**EXERCISE BRIEF**
Count every line below that contains "Руставели", then give that count and nothing else.

----

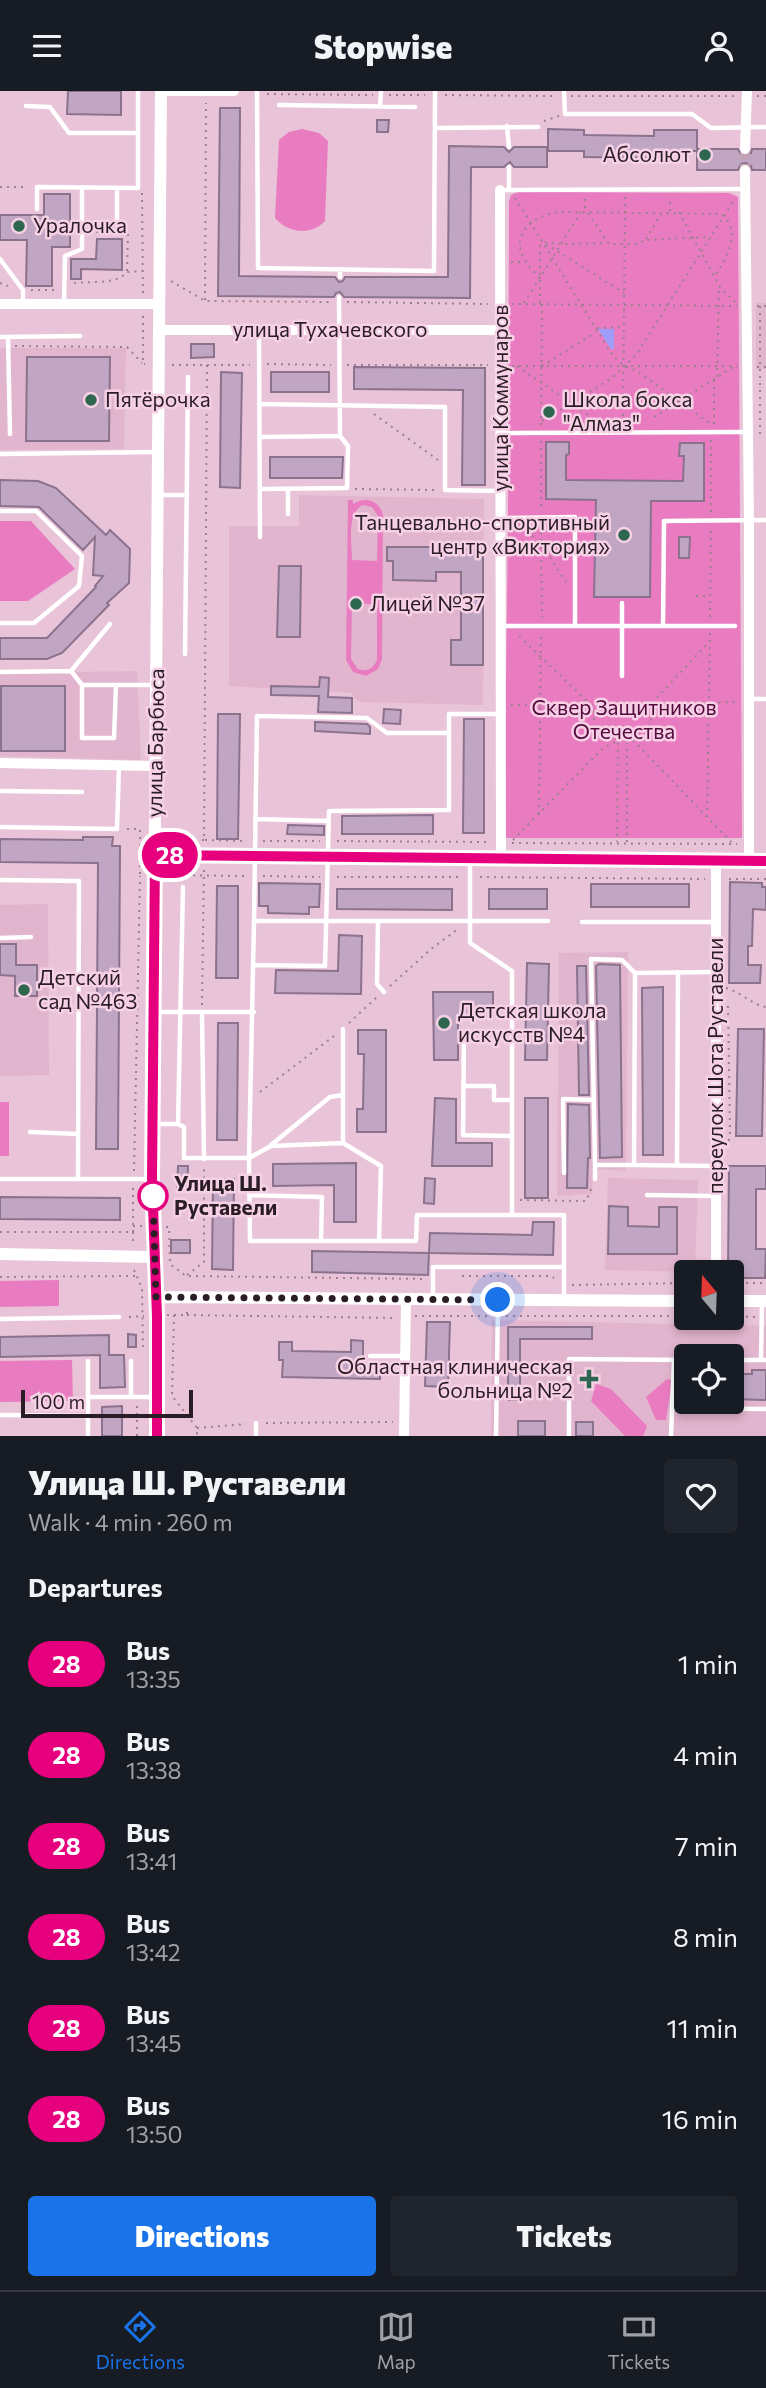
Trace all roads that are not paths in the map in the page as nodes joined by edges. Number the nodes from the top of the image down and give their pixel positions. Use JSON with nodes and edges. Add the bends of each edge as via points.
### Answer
{"nodes":[{"id":1,"x":138,"y":91,"type":"edge"},
{"id":2,"x":161,"y":91,"type":"edge"},
{"id":3,"x":234,"y":91,"type":"edge"},
{"id":4,"x":206,"y":92,"type":"edge"},
{"id":5,"x":257,"y":93,"type":"edge"},
{"id":6,"x":380,"y":93,"type":"edge"},
{"id":7,"x":435,"y":93,"type":"edge"},
{"id":8,"x":564,"y":93,"type":"edge"},
{"id":9,"x":747,"y":94,"type":"edge"},
{"id":10,"x":279,"y":105,"type":"dead end"},
{"id":11,"x":26,"y":106,"type":"dead end"},
{"id":12,"x":380,"y":106,"type":"junction"},
{"id":13,"x":415,"y":107,"type":"dead end"},
{"id":14,"x":507,"y":126,"type":"junction"},
{"id":15,"x":538,"y":127,"type":"road end"},
{"id":16,"x":745,"y":127,"type":"junction"},
{"id":17,"x":766,"y":127,"type":"edge"},
{"id":18,"x":436,"y":128,"type":"junction"},
{"id":19,"x":137,"y":133,"type":"junction"},
{"id":20,"x":509,"y":147,"type":"dead end"},
{"id":21,"x":745,"y":149,"type":"tunnel mouth"},
{"id":22,"x":509,"y":167,"type":"dead end"},
{"id":23,"x":745,"y":170,"type":"tunnel mouth"},
{"id":24,"x":82,"y":187,"type":"junction"},
{"id":25,"x":117,"y":188,"type":"junction"},
{"id":26,"x":746,"y":188,"type":"junction"},
{"id":27,"x":505,"y":190,"type":"junction"},
{"id":28,"x":37,"y":209,"type":"dead end"},
{"id":29,"x":117,"y":220,"type":"dead end"},
{"id":30,"x":0,"y":259,"type":"edge"},
{"id":31,"x":340,"y":269,"type":"junction"},
{"id":32,"x":340,"y":277,"type":"dead end"},
{"id":33,"x":340,"y":300,"type":"road end"},
{"id":34,"x":23,"y":303,"type":"junction"},
{"id":35,"x":64,"y":303,"type":"junction"},
{"id":36,"x":0,"y":304,"type":"edge"},
{"id":37,"x":159,"y":304,"type":"junction"},
{"id":38,"x":159,"y":330,"type":"junction"},
{"id":39,"x":259,"y":330,"type":"junction"},
{"id":40,"x":339,"y":330,"type":"junction"},
{"id":41,"x":500,"y":330,"type":"junction"},
{"id":42,"x":80,"y":336,"type":"dead end"},
{"id":43,"x":0,"y":337,"type":"edge"},
{"id":44,"x":8,"y":337,"type":"junction"},
{"id":45,"x":188,"y":377,"type":"dead end"},
{"id":46,"x":259,"y":404,"type":"junction"},
{"id":47,"x":339,"y":404,"type":"junction"},
{"id":48,"x":748,"y":432,"type":"junction"},
{"id":49,"x":502,"y":433,"type":"junction"},
{"id":50,"x":10,"y":434,"type":"dead end"},
{"id":51,"x":340,"y":436,"type":"junction"},
{"id":52,"x":260,"y":437,"type":"junction"},
{"id":53,"x":158,"y":452,"type":"junction"},
{"id":54,"x":0,"y":454,"type":"edge"},
{"id":55,"x":260,"y":489,"type":"junction"},
{"id":56,"x":288,"y":489,"type":"junction"},
{"id":57,"x":501,"y":491,"type":"junction"},
{"id":58,"x":158,"y":495,"type":"junction"},
{"id":59,"x":187,"y":495,"type":"junction"},
{"id":60,"x":0,"y":511,"type":"edge"},
{"id":61,"x":288,"y":514,"type":"dead end"},
{"id":62,"x":502,"y":518,"type":"junction"},
{"id":63,"x":749,"y":520,"type":"junction"},
{"id":64,"x":766,"y":520,"type":"edge"},
{"id":65,"x":260,"y":537,"type":"dead end"},
{"id":66,"x":622,"y":603,"type":"dead end"},
{"id":67,"x":0,"y":623,"type":"edge"},
{"id":68,"x":110,"y":624,"type":"dead end"},
{"id":69,"x":575,"y":626,"type":"junction"},
{"id":70,"x":622,"y":626,"type":"junction"},
{"id":71,"x":735,"y":626,"type":"dead end"},
{"id":72,"x":500,"y":627,"type":"junction"},
{"id":73,"x":663,"y":627,"type":"junction"},
{"id":74,"x":185,"y":654,"type":"dead end"},
{"id":75,"x":71,"y":671,"type":"junction"},
{"id":76,"x":0,"y":672,"type":"edge"},
{"id":77,"x":622,"y":676,"type":"dead end"},
{"id":78,"x":82,"y":685,"type":"junction"},
{"id":79,"x":116,"y":685,"type":"junction"},
{"id":80,"x":156,"y":685,"type":"junction"},
{"id":81,"x":749,"y":699,"type":"junction"},
{"id":82,"x":766,"y":699,"type":"edge"},
{"id":83,"x":503,"y":710,"type":"junction"},
{"id":84,"x":449,"y":733,"type":"junction"},
{"id":85,"x":0,"y":763,"type":"edge"},
{"id":86,"x":119,"y":765,"type":"junction"},
{"id":87,"x":155,"y":766,"type":"junction"},
{"id":88,"x":0,"y":791,"type":"edge"},
{"id":89,"x":82,"y":792,"type":"dead end"},
{"id":90,"x":256,"y":819,"type":"junction"},
{"id":91,"x":328,"y":821,"type":"junction"},
{"id":92,"x":0,"y":827,"type":"edge"},
{"id":93,"x":155,"y":855,"type":"junction"},
{"id":94,"x":255,"y":856,"type":"junction"},
{"id":95,"x":327,"y":856,"type":"junction"},
{"id":96,"x":470,"y":858,"type":"junction"},
{"id":97,"x":500,"y":859,"type":"junction"},
{"id":98,"x":716,"y":860,"type":"junction"},
{"id":99,"x":749,"y":861,"type":"junction"},
{"id":100,"x":766,"y":861,"type":"edge"},
{"id":101,"x":0,"y":880,"type":"edge"},
{"id":102,"x":183,"y":887,"type":"dead end"},
{"id":103,"x":471,"y":920,"type":"junction"},
{"id":104,"x":254,"y":921,"type":"junction"},
{"id":105,"x":327,"y":921,"type":"junction"},
{"id":106,"x":379,"y":921,"type":"junction"},
{"id":107,"x":548,"y":921,"type":"dead end"},
{"id":108,"x":582,"y":922,"type":"dead end"},
{"id":109,"x":716,"y":922,"type":"junction"},
{"id":110,"x":30,"y":937,"type":"dead end"},
{"id":111,"x":0,"y":938,"type":"edge"},
{"id":112,"x":254,"y":964,"type":"junction"},
{"id":113,"x":716,"y":971,"type":"junction"},
{"id":114,"x":678,"y":972,"type":"junction"},
{"id":115,"x":635,"y":973,"type":"junction"},
{"id":116,"x":384,"y":992,"type":"road end"},
{"id":117,"x":153,"y":1012,"type":"junction"},
{"id":118,"x":179,"y":1012,"type":"junction"},
{"id":119,"x":254,"y":1012,"type":"junction"},
{"id":120,"x":202,"y":1013,"type":"junction"},
{"id":121,"x":343,"y":1029,"type":"road end"},
{"id":122,"x":512,"y":1032,"type":"junction"},
{"id":123,"x":463,"y":1086,"type":"junction"},
{"id":124,"x":343,"y":1095,"type":"junction"},
{"id":125,"x":512,"y":1100,"type":"junction"},
{"id":126,"x":594,"y":1100,"type":"junction"},
{"id":127,"x":153,"y":1123,"type":"junction"},
{"id":128,"x":178,"y":1124,"type":"junction"},
{"id":129,"x":30,"y":1132,"type":"dead end"},
{"id":130,"x":78,"y":1133,"type":"junction"},
{"id":131,"x":512,"y":1136,"type":"junction"},
{"id":132,"x":343,"y":1143,"type":"junction"},
{"id":133,"x":271,"y":1146,"type":"junction"},
{"id":134,"x":249,"y":1158,"type":"junction"},
{"id":135,"x":204,"y":1159,"type":"junction"},
{"id":136,"x":595,"y":1165,"type":"junction"},
{"id":137,"x":634,"y":1165,"type":"junction"},
{"id":138,"x":677,"y":1166,"type":"junction"},
{"id":139,"x":716,"y":1166,"type":"junction"},
{"id":140,"x":564,"y":1173,"type":"dead end"},
{"id":141,"x":0,"y":1179,"type":"edge"},
{"id":142,"x":78,"y":1179,"type":"junction"},
{"id":143,"x":152,"y":1179,"type":"junction"},
{"id":144,"x":595,"y":1179,"type":"road end"},
{"id":145,"x":249,"y":1195,"type":"junction"},
{"id":146,"x":647,"y":1195,"type":"dead end"},
{"id":147,"x":716,"y":1196,"type":"junction"},
{"id":148,"x":512,"y":1214,"type":"junction"},
{"id":149,"x":321,"y":1241,"type":"junction"},
{"id":150,"x":379,"y":1241,"type":"junction"},
{"id":151,"x":0,"y":1254,"type":"edge"},
{"id":152,"x":153,"y":1257,"type":"junction"},
{"id":153,"x":716,"y":1260,"type":"edge"},
{"id":154,"x":564,"y":1267,"type":"junction"},
{"id":155,"x":156,"y":1297,"type":"junction"},
{"id":156,"x":406,"y":1299,"type":"junction"},
{"id":157,"x":433,"y":1299,"type":"junction"},
{"id":158,"x":498,"y":1300,"type":"junction"},
{"id":159,"x":564,"y":1300,"type":"junction"},
{"id":160,"x":674,"y":1301,"type":"edge"},
{"id":161,"x":744,"y":1301,"type":"edge"},
{"id":162,"x":764,"y":1301,"type":"edge"},
{"id":163,"x":119,"y":1317,"type":"dead end"},
{"id":164,"x":0,"y":1319,"type":"edge"},
{"id":165,"x":370,"y":1356,"type":"dead end"},
{"id":166,"x":405,"y":1356,"type":"junction"},
{"id":167,"x":674,"y":1360,"type":"edge"},
{"id":168,"x":744,"y":1360,"type":"edge"},
{"id":169,"x":764,"y":1360,"type":"edge"},
{"id":170,"x":88,"y":1361,"type":"dead end"},
{"id":171,"x":131,"y":1361,"type":"dead end"},
{"id":172,"x":134,"y":1396,"type":"junction"},
{"id":173,"x":89,"y":1397,"type":"junction"},
{"id":174,"x":157,"y":1397,"type":"junction"},
{"id":175,"x":674,"y":1408,"type":"edge"},
{"id":176,"x":744,"y":1409,"type":"edge"},
{"id":177,"x":766,"y":1409,"type":"edge"},
{"id":178,"x":0,"y":1415,"type":"edge"},
{"id":179,"x":88,"y":1416,"type":"junction"},
{"id":180,"x":256,"y":1423,"type":"road end"},
{"id":181,"x":88,"y":1436,"type":"edge"},
{"id":182,"x":157,"y":1436,"type":"edge"},
{"id":183,"x":256,"y":1436,"type":"edge"},
{"id":184,"x":404,"y":1436,"type":"edge"},
{"id":185,"x":496,"y":1436,"type":"edge"},
{"id":186,"x":569,"y":1436,"type":"edge"},
{"id":187,"x":671,"y":1436,"type":"edge"}],
"edges":[{"from":1,"to":19,"type":"lane"},
{"from":2,"to":4,"type":"street"},
{"from":2,"to":37,"type":"street","name":"улица Барбюса"},
{"from":3,"to":4,"type":"street"},
{"from":5,"to":31,"type":"lane","via":[[258,268]]},
{"from":6,"to":12,"type":"lane"},
{"from":7,"to":18,"type":"lane"},
{"from":8,"to":16,"type":"lane","via":[[565,114],[692,114],[711,128]]},
{"from":9,"to":16,"type":"street"},
{"from":10,"to":12,"type":"lane"},
{"from":11,"to":19,"type":"lane","via":[[50,107],[69,133]]},
{"from":12,"to":13,"type":"lane"},
{"from":14,"to":15,"type":"lane"},
{"from":14,"to":18,"type":"lane"},
{"from":14,"to":20,"type":"lane"},
{"from":16,"to":17,"type":"lane"},
{"from":16,"to":21,"type":"street"},
{"from":18,"to":31,"type":"lane","via":[[434,271]]},
{"from":19,"to":25,"type":"lane","via":[[138,188]]},
{"from":22,"to":27,"type":"lane"},
{"from":23,"to":26,"type":"street"},
{"from":24,"to":25,"type":"lane"},
{"from":24,"to":28,"type":"lane","via":[[37,187]]},
{"from":24,"to":35,"type":"lane","via":[[82,249],[65,256]]},
{"from":25,"to":29,"type":"lane"},
{"from":26,"to":27,"type":"lane"},
{"from":26,"to":48,"type":"street"},
{"from":27,"to":41,"type":"street","name":"улица Коммунаров"},
{"from":30,"to":34,"type":"lane","via":[[23,290]]},
{"from":31,"to":32,"type":"lane"},
{"from":33,"to":40,"type":"lane"},
{"from":34,"to":35,"type":"street"},
{"from":34,"to":36,"type":"street"},
{"from":35,"to":37,"type":"street"},
{"from":37,"to":38,"type":"street","name":"улица Барбюса"},
{"from":38,"to":39,"type":"street","name":"улица Тухачевского"},
{"from":38,"to":53,"type":"street","name":"улица Барбюса"},
{"from":39,"to":40,"type":"street","name":"улица Тухачевского"},
{"from":39,"to":46,"type":"lane"},
{"from":40,"to":41,"type":"street","name":"улица Тухачевского"},
{"from":40,"to":47,"type":"lane"},
{"from":41,"to":49,"type":"street","name":"улица Коммунаров"},
{"from":42,"to":44,"type":"lane"},
{"from":43,"to":44,"type":"lane"},
{"from":44,"to":50,"type":"lane"},
{"from":45,"to":59,"type":"lane"},
{"from":46,"to":47,"type":"lane"},
{"from":46,"to":52,"type":"lane"},
{"from":47,"to":51,"type":"lane"},
{"from":47,"to":57,"type":"lane","via":[[445,407],[445,490]]},
{"from":48,"to":49,"type":"lane"},
{"from":48,"to":63,"type":"street"},
{"from":49,"to":57,"type":"street","name":"улица Коммунаров"},
{"from":51,"to":52,"type":"lane"},
{"from":51,"to":56,"type":"lane","via":[[348,446],[347,488]]},
{"from":52,"to":55,"type":"lane"},
{"from":53,"to":54,"type":"lane"},
{"from":53,"to":58,"type":"street","name":"улица Барбюса"},
{"from":55,"to":56,"type":"lane"},
{"from":55,"to":65,"type":"lane"},
{"from":56,"to":61,"type":"lane"},
{"from":57,"to":62,"type":"street","name":"улица Коммунаров"},
{"from":58,"to":59,"type":"lane"},
{"from":58,"to":80,"type":"street","name":"улица Барбюса"},
{"from":59,"to":74,"type":"lane"},
{"from":60,"to":67,"type":"lane","via":[[36,511],[82,556],[79,586],[61,601],[34,623]]},
{"from":62,"to":69,"type":"lane","via":[[575,517]]},
{"from":62,"to":72,"type":"street","name":"улица Коммунаров"},
{"from":63,"to":64,"type":"lane"},
{"from":63,"to":73,"type":"lane","via":[[664,521]]},
{"from":63,"to":81,"type":"street"},
{"from":66,"to":70,"type":"lane"},
{"from":68,"to":75,"type":"lane"},
{"from":69,"to":70,"type":"lane"},
{"from":69,"to":72,"type":"lane"},
{"from":70,"to":73,"type":"lane"},
{"from":70,"to":77,"type":"lane"},
{"from":71,"to":73,"type":"lane"},
{"from":72,"to":83,"type":"street","name":"улица Коммунаров"},
{"from":75,"to":76,"type":"lane"},
{"from":75,"to":78,"type":"lane"},
{"from":78,"to":79,"type":"lane"},
{"from":78,"to":79,"type":"lane","via":[[82,738],[114,739]]},
{"from":79,"to":80,"type":"lane"},
{"from":80,"to":87,"type":"street","name":"улица Барбюса"},
{"from":81,"to":82,"type":"lane"},
{"from":81,"to":99,"type":"street"},
{"from":83,"to":84,"type":"lane","via":[[449,714]]},
{"from":83,"to":97,"type":"street","name":"улица Коммунаров"},
{"from":84,"to":90,"type":"lane","via":[[387,733],[367,718],[257,716]]},
{"from":84,"to":91,"type":"lane","via":[[449,810],[328,811]]},
{"from":85,"to":86,"type":"street"},
{"from":86,"to":87,"type":"street"},
{"from":86,"to":92,"type":"lane","via":[[117,829]]},
{"from":87,"to":93,"type":"street","name":"улица Барбюса"},
{"from":88,"to":89,"type":"lane"},
{"from":90,"to":91,"type":"lane"},
{"from":90,"to":94,"type":"lane"},
{"from":91,"to":95,"type":"lane"},
{"from":93,"to":94,"type":"street"},
{"from":93,"to":117,"type":"street","name":"улица Барбюса"},
{"from":94,"to":95,"type":"street"},
{"from":94,"to":104,"type":"lane"},
{"from":95,"to":96,"type":"street"},
{"from":95,"to":105,"type":"lane"},
{"from":96,"to":97,"type":"street"},
{"from":96,"to":103,"type":"lane"},
{"from":97,"to":98,"type":"street"},
{"from":98,"to":99,"type":"street"},
{"from":98,"to":109,"type":"street","name":"переулок Шота Руставели"},
{"from":99,"to":100,"type":"street"},
{"from":101,"to":130,"type":"lane","via":[[79,881]]},
{"from":102,"to":118,"type":"lane"},
{"from":103,"to":106,"type":"lane"},
{"from":103,"to":107,"type":"lane"},
{"from":103,"to":122,"type":"lane","via":[[470,943],[512,971]]},
{"from":104,"to":105,"type":"lane"},
{"from":104,"to":112,"type":"lane"},
{"from":105,"to":106,"type":"lane"},
{"from":105,"to":112,"type":"lane","via":[[325,966]]},
{"from":106,"to":116,"type":"lane","via":[[377,984]]},
{"from":108,"to":109,"type":"lane"},
{"from":109,"to":113,"type":"street","name":"переулок Шота Руставели"},
{"from":110,"to":111,"type":"lane"},
{"from":112,"to":119,"type":"lane"},
{"from":113,"to":114,"type":"lane"},
{"from":113,"to":139,"type":"street","name":"переулок Шота Руставели"},
{"from":114,"to":115,"type":"lane"},
{"from":114,"to":138,"type":"lane"},
{"from":115,"to":126,"type":"lane","via":[[622,960],[591,958]]},
{"from":115,"to":137,"type":"lane"},
{"from":117,"to":118,"type":"lane"},
{"from":117,"to":127,"type":"street","name":"улица Барбюса"},
{"from":118,"to":120,"type":"lane"},
{"from":118,"to":128,"type":"lane"},
{"from":119,"to":120,"type":"lane"},
{"from":119,"to":134,"type":"lane"},
{"from":120,"to":135,"type":"lane"},
{"from":121,"to":124,"type":"lane"},
{"from":122,"to":123,"type":"lane","via":[[464,1032]]},
{"from":122,"to":125,"type":"lane"},
{"from":123,"to":125,"type":"lane","via":[[494,1086],[494,1100]]},
{"from":123,"to":131,"type":"lane","via":[[463,1135]]},
{"from":124,"to":132,"type":"lane"},
{"from":124,"to":133,"type":"lane","via":[[330,1097]]},
{"from":125,"to":131,"type":"lane"},
{"from":126,"to":136,"type":"lane"},
{"from":126,"to":140,"type":"lane","via":[[563,1099]]},
{"from":127,"to":128,"type":"lane"},
{"from":127,"to":143,"type":"street","name":"улица Барбюса"},
{"from":128,"to":135,"type":"lane","via":[[184,1127],[184,1158]]},
{"from":129,"to":130,"type":"lane"},
{"from":130,"to":142,"type":"lane"},
{"from":131,"to":148,"type":"lane"},
{"from":132,"to":133,"type":"lane"},
{"from":132,"to":150,"type":"lane","via":[[382,1166]]},
{"from":133,"to":134,"type":"lane"},
{"from":134,"to":135,"type":"lane"},
{"from":134,"to":145,"type":"lane"},
{"from":136,"to":137,"type":"lane"},
{"from":136,"to":144,"type":"lane"},
{"from":137,"to":138,"type":"lane"},
{"from":138,"to":139,"type":"lane"},
{"from":139,"to":147,"type":"street","name":"переулок Шота Руставели"},
{"from":141,"to":142,"type":"lane"},
{"from":142,"to":143,"type":"lane"},
{"from":143,"to":152,"type":"street","name":"улица Барбюса"},
{"from":145,"to":149,"type":"lane","via":[[250,1241]]},
{"from":145,"to":149,"type":"lane","via":[[322,1197]]},
{"from":146,"to":147,"type":"lane"},
{"from":147,"to":153,"type":"street","name":"переулок Шота Руставели"},
{"from":148,"to":150,"type":"lane","via":[[417,1215],[416,1241]]},
{"from":148,"to":154,"type":"lane","via":[[564,1215]]},
{"from":149,"to":150,"type":"lane"},
{"from":151,"to":152,"type":"street"},
{"from":152,"to":155,"type":"street","name":"улица Барбюса"},
{"from":154,"to":157,"type":"lane","via":[[433,1267]]},
{"from":154,"to":159,"type":"lane"},
{"from":155,"to":156,"type":"street"},
{"from":155,"to":174,"type":"street","name":"улица Барбюса"},
{"from":156,"to":157,"type":"street"},
{"from":156,"to":166,"type":"street"},
{"from":157,"to":158,"type":"street"},
{"from":158,"to":159,"type":"street"},
{"from":158,"to":185,"type":"lane"},
{"from":159,"to":160,"type":"street"},
{"from":161,"to":162,"type":"street"},
{"from":162,"to":169,"type":"lane"},
{"from":163,"to":164,"type":"lane"},
{"from":165,"to":166,"type":"lane"},
{"from":166,"to":184,"type":"street"},
{"from":167,"to":186,"type":"lane","via":[[569,1359]]},
{"from":168,"to":169,"type":"lane"},
{"from":170,"to":173,"type":"lane"},
{"from":171,"to":172,"type":"lane"},
{"from":172,"to":173,"type":"lane"},
{"from":172,"to":174,"type":"lane"},
{"from":173,"to":179,"type":"lane"},
{"from":174,"to":182,"type":"street","name":"улица Барбюса"},
{"from":175,"to":187,"type":"lane"},
{"from":176,"to":177,"type":"lane"},
{"from":178,"to":179,"type":"lane"},
{"from":179,"to":181,"type":"lane"},
{"from":180,"to":183,"type":"lane"}]}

----

**RESPONSE TO THIS EXERCISE**
5